- [What you will do] Please copy out every line in the records below that includes the word "東札幌停車場線".

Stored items
--- START ---

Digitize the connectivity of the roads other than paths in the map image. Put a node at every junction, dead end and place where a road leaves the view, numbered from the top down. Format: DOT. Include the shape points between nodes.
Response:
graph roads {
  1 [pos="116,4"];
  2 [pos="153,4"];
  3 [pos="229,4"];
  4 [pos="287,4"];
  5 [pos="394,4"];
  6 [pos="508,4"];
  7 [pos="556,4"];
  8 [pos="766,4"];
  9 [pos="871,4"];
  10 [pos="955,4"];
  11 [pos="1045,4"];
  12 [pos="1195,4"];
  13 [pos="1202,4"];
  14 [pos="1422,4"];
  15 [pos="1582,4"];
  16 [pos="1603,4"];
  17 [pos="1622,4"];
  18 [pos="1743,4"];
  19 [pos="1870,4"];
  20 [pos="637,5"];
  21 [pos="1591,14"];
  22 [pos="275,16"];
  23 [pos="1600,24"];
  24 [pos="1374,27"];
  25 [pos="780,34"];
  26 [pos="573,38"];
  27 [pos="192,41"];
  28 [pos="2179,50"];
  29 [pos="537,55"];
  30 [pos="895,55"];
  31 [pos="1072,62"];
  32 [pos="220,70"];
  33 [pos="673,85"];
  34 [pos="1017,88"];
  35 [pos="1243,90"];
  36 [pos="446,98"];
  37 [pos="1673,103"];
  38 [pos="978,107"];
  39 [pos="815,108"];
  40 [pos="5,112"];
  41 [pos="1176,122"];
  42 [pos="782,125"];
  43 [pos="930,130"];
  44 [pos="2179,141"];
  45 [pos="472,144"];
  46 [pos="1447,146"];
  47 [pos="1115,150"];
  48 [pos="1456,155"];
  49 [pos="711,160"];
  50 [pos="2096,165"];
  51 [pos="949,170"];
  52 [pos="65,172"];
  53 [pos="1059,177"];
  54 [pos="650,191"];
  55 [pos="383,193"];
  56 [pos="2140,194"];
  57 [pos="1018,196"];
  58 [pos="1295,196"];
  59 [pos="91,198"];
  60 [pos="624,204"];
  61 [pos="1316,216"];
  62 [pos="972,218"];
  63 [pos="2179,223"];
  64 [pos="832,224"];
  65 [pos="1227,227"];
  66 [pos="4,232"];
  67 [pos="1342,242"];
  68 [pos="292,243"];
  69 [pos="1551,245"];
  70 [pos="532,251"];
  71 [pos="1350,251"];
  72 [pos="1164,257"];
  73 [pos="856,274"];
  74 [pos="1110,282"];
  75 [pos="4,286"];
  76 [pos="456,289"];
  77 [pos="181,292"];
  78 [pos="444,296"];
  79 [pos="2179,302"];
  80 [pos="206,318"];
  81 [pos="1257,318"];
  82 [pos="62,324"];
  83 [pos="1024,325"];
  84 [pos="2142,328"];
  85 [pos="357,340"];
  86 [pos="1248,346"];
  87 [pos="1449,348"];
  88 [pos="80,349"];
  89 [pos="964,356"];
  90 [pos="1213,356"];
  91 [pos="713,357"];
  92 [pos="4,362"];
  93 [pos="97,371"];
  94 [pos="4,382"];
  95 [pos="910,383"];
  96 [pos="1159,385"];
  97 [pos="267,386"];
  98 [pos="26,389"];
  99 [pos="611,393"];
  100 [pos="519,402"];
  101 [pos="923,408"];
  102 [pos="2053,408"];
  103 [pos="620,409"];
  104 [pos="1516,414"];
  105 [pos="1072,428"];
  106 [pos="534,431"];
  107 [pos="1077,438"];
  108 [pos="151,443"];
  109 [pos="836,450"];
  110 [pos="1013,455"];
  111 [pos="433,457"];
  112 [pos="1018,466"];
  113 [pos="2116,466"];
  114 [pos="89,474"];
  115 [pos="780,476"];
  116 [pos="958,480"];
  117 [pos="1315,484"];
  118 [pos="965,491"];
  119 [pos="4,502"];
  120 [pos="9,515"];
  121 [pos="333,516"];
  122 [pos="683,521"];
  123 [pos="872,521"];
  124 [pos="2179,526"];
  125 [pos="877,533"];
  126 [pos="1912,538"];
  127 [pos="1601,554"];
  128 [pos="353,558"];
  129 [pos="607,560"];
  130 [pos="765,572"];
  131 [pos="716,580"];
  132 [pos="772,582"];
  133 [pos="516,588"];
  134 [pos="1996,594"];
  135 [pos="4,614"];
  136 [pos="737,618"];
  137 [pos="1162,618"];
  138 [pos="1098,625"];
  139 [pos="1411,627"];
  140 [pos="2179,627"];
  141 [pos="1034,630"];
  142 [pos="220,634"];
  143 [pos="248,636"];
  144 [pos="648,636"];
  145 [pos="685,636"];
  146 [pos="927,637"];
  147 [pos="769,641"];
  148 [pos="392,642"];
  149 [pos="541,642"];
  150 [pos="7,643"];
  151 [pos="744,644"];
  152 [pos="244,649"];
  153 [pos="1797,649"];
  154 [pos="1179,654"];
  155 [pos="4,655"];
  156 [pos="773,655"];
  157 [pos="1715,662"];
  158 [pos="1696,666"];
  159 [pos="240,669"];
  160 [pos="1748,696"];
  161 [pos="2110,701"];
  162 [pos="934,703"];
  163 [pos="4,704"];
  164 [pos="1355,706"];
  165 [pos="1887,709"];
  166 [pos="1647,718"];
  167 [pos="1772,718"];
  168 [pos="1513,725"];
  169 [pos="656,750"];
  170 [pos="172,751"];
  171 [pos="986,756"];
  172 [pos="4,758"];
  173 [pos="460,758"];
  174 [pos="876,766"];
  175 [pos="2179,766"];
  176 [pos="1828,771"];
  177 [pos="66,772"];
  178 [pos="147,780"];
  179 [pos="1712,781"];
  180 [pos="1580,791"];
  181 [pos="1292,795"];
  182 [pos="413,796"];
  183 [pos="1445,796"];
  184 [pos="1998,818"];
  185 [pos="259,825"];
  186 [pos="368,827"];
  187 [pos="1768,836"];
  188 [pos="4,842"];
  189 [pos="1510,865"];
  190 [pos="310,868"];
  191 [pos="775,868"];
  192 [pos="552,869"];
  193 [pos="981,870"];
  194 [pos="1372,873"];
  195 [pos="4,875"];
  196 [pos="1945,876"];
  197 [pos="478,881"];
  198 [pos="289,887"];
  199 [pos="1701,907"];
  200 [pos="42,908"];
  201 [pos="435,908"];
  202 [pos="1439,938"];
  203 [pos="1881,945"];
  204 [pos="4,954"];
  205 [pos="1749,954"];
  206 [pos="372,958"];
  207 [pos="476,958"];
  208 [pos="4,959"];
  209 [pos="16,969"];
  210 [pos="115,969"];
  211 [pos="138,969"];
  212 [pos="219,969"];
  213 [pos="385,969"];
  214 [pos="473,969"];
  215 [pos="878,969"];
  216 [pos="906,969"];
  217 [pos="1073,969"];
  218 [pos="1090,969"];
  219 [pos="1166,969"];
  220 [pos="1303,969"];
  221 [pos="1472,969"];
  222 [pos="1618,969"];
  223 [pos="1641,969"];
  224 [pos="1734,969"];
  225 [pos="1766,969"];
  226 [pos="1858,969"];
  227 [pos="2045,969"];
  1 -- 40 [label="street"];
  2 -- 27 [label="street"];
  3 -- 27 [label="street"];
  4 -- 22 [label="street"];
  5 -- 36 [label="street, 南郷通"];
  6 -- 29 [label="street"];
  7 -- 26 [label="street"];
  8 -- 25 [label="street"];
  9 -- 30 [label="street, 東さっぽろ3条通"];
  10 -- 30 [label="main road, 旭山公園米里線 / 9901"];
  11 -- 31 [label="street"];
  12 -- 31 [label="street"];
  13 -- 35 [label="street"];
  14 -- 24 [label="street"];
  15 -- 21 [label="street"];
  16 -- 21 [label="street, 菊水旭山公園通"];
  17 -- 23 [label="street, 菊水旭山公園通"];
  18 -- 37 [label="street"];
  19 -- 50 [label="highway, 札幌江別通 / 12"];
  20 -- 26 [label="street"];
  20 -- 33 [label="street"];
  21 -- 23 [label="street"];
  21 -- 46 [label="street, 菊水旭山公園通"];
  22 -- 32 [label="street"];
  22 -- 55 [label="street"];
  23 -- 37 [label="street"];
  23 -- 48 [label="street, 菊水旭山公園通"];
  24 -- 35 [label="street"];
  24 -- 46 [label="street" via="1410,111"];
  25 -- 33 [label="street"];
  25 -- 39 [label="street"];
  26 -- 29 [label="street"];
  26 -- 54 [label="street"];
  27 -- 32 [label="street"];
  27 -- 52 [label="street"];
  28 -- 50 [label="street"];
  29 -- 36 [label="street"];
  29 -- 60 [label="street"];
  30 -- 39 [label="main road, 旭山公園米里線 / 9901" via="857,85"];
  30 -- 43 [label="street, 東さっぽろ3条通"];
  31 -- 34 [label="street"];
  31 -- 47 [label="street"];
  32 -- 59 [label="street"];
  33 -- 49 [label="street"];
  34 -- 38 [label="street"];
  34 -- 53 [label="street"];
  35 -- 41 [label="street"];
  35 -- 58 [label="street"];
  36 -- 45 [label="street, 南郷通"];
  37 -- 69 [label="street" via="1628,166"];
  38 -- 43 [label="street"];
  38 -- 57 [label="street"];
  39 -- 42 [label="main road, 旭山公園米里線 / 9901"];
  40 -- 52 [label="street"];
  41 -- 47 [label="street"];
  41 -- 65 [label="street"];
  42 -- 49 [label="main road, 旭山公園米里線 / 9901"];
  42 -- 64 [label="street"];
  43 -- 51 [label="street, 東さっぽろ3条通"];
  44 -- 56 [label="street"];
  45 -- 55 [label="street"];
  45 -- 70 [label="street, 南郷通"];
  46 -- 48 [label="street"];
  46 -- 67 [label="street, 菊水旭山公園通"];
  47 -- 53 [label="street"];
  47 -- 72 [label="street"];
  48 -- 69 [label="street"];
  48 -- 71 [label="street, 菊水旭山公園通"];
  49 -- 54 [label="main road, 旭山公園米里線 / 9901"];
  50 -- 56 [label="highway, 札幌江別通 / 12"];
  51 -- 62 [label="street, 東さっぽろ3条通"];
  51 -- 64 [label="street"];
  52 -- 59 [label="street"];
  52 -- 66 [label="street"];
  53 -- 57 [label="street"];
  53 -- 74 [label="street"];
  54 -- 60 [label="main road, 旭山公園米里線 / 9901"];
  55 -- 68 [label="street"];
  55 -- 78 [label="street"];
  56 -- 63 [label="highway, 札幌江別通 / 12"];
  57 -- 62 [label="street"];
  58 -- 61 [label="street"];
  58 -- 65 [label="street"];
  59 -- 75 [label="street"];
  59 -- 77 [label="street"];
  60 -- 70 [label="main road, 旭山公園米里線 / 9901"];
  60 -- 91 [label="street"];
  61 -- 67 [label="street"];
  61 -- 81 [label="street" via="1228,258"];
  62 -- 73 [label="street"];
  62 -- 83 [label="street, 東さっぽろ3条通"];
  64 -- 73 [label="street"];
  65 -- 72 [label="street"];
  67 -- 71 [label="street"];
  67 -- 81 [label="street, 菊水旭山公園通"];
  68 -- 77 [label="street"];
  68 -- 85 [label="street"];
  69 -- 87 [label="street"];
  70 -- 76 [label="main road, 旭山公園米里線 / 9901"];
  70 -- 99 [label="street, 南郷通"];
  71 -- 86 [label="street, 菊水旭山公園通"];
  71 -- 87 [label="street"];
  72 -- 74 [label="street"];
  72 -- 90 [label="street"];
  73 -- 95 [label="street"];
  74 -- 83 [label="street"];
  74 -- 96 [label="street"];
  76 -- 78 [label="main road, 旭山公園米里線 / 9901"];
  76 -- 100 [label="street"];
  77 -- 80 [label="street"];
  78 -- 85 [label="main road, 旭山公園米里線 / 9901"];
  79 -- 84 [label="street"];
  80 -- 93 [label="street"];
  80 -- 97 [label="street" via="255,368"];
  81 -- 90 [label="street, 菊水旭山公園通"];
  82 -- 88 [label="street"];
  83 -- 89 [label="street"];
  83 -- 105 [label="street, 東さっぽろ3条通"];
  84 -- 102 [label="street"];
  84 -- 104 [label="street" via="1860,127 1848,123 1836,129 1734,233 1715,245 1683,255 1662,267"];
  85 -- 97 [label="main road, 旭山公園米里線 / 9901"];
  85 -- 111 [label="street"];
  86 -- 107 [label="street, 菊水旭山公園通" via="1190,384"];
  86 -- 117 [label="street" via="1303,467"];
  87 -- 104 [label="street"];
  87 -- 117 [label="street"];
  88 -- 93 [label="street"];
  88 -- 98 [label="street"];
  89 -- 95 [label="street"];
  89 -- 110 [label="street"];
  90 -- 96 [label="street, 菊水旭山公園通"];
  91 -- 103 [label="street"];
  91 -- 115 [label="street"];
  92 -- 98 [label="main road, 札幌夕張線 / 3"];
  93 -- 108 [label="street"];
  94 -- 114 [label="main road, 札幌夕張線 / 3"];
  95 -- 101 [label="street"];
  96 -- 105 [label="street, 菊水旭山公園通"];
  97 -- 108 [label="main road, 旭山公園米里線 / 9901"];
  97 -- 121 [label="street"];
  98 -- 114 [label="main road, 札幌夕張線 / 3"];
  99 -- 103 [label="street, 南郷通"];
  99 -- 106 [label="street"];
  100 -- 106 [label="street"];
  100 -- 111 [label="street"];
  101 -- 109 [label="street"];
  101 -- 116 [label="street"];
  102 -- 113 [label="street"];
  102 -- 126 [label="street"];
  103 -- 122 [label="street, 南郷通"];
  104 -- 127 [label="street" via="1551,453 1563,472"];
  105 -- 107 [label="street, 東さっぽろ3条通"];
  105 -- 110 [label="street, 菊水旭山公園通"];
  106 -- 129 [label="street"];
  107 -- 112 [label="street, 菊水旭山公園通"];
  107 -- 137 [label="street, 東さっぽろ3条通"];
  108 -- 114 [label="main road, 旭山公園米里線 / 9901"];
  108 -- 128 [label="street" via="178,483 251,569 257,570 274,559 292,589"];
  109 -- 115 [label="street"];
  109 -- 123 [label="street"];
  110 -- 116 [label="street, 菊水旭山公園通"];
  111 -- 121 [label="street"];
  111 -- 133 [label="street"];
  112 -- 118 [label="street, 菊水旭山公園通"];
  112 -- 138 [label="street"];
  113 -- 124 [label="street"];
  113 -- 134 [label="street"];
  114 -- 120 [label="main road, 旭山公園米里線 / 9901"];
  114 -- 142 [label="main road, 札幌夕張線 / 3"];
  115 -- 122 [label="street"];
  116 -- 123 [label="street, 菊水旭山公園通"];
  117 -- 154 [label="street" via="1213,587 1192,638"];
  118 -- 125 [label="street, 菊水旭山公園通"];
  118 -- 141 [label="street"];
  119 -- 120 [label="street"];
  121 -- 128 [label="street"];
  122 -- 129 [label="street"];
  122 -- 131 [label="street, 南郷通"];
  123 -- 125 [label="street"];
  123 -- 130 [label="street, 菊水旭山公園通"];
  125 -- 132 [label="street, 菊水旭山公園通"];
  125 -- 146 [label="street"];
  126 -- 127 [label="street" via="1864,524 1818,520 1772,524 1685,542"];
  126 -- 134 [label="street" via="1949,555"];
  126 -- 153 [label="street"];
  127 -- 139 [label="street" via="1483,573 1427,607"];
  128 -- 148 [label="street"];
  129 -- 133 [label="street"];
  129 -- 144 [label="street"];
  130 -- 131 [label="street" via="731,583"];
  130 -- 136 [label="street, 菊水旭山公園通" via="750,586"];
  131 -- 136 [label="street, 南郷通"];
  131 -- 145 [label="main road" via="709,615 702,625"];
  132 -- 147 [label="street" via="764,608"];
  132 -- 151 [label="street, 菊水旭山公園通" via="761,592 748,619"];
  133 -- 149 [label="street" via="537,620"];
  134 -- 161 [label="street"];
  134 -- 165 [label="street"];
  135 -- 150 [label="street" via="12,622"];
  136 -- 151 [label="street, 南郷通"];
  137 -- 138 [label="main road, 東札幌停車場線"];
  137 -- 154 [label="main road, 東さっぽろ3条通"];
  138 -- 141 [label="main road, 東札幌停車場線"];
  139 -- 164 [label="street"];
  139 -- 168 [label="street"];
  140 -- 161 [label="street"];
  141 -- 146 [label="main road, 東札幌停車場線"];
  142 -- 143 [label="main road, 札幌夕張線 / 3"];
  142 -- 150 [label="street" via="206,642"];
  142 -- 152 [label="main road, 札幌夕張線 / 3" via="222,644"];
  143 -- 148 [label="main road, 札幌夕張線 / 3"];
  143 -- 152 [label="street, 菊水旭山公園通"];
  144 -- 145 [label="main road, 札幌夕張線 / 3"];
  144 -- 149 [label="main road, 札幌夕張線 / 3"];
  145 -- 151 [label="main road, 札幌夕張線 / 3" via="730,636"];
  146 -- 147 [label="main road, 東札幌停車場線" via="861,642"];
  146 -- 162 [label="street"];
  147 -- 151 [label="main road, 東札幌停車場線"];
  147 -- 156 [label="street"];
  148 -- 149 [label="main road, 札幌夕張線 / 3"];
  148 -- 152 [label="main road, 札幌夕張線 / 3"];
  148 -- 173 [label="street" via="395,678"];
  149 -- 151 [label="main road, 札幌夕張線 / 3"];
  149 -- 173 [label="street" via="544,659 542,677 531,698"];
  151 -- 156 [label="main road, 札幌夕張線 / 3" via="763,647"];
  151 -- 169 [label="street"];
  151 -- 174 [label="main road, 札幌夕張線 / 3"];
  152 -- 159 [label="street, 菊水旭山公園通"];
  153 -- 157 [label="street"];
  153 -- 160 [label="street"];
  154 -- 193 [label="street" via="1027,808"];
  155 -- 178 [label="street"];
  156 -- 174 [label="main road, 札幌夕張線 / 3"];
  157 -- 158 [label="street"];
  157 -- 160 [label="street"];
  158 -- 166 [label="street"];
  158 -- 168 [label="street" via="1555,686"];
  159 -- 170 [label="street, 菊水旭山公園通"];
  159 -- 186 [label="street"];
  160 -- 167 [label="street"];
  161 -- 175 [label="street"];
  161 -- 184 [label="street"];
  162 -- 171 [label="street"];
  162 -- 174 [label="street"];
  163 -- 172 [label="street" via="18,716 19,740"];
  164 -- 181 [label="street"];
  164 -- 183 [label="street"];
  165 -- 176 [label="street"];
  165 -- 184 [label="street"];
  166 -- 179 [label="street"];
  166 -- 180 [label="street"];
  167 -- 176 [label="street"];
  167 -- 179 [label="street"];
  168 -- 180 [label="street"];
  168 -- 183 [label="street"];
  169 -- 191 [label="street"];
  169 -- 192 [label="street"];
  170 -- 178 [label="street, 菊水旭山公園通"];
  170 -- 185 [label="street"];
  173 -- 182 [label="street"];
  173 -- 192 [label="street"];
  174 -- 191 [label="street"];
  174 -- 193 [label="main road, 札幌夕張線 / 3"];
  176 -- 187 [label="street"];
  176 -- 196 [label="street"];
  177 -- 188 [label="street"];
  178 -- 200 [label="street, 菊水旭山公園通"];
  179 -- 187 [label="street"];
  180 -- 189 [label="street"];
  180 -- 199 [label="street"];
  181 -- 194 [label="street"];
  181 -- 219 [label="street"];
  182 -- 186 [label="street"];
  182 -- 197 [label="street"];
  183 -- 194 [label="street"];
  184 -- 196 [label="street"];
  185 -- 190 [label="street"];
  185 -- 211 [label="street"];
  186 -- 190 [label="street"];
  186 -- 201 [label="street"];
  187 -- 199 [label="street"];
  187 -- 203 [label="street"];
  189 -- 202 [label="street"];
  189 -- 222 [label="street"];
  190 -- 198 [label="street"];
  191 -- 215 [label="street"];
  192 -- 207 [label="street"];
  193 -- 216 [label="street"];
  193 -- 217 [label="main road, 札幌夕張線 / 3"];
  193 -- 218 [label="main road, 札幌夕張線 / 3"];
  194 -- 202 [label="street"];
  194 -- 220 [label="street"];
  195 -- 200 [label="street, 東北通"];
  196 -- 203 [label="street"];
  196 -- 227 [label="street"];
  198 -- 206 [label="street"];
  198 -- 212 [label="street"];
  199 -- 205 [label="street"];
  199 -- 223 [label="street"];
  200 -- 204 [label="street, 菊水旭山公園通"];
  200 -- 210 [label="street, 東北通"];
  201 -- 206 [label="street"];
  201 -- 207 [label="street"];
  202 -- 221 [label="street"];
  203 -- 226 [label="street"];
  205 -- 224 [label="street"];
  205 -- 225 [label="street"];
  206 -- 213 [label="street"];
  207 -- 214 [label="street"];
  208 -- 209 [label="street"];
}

--- END ---

- [Response to this exercise]
  137 -- 138 [label="main road, 東札幌停車場線"];
  138 -- 141 [label="main road, 東札幌停車場線"];
  141 -- 146 [label="main road, 東札幌停車場線"];
  146 -- 147 [label="main road, 東札幌停車場線" via="861,642"];
  147 -- 151 [label="main road, 東札幌停車場線"];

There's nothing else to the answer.